MATERIAL FOR THIS EXERCISE Start Marker

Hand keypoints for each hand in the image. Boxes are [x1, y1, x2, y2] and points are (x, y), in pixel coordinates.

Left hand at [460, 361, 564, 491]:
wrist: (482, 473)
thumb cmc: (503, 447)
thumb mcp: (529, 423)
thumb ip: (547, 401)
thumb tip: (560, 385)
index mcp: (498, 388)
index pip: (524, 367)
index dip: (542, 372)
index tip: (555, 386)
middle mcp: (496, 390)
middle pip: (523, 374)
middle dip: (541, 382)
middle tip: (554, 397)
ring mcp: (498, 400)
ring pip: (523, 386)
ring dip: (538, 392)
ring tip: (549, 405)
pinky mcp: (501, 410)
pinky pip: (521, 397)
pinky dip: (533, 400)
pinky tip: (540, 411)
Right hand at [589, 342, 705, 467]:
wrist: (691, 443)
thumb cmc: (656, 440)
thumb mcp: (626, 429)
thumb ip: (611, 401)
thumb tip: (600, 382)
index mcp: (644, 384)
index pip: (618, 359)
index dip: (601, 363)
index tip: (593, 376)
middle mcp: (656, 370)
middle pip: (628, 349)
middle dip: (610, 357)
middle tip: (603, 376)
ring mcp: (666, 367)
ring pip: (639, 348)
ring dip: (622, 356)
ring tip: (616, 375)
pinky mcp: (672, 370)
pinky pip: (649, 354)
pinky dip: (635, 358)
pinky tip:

MATERIAL FOR THIS EXERCISE End Marker

DESCRIPTION OF THE TASK | After locating the line containing "index dip: (542, 372)", write out that line and all remaining lines of the records exactly, with nothing added.

RESPONSE TO THE TASK |
index dip: (542, 372)
index tip: (555, 386)
middle mcp: (496, 390)
middle pip: (523, 374)
middle dip: (541, 382)
middle tip: (554, 397)
ring mcp: (498, 400)
ring pip: (523, 386)
ring dip: (538, 392)
ring tip: (549, 405)
pinky mcp: (501, 410)
pinky pip: (521, 397)
pinky dip: (533, 400)
pinky tip: (540, 411)
Right hand at [589, 342, 705, 467]:
wrist: (691, 443)
thumb cmc: (656, 440)
thumb mcp: (626, 429)
thumb ip: (611, 401)
thumb tip: (600, 382)
index mcp: (644, 384)
index pip: (618, 359)
index dip: (601, 363)
index tip: (593, 376)
middle mcp: (656, 370)
middle pip: (628, 349)
middle dip: (610, 357)
middle tip: (603, 376)
ring mcp: (666, 367)
ring pip: (639, 348)
ring dip: (622, 356)
ring tip: (616, 375)
pinky mcp: (672, 370)
pinky pip: (649, 354)
pinky dip: (635, 358)
pinky tip:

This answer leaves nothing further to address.